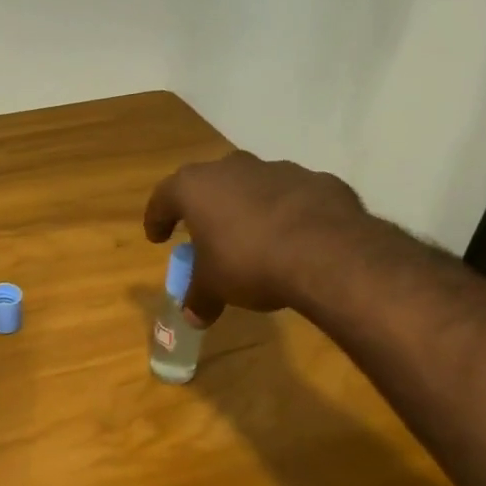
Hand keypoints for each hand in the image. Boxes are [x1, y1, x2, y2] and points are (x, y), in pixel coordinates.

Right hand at [143, 151, 364, 324]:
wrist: (328, 253)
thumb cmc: (250, 263)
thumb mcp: (215, 288)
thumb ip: (200, 298)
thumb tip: (192, 317)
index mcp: (196, 187)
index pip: (164, 197)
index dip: (157, 218)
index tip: (157, 237)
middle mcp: (234, 168)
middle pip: (210, 184)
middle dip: (206, 208)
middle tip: (206, 234)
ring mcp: (279, 169)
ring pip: (254, 186)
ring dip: (249, 208)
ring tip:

____

PROBLEM STATEMENT >>
In the entries above, find every line holding the word "hand" and copy it out.

EXERCISE SOLUTION >>
Hand keypoints for each hand in the image. Boxes are [x1, y1, x2, y2] and points are (x, y), in pixel coordinates.
Right hand at [143, 151, 364, 324]:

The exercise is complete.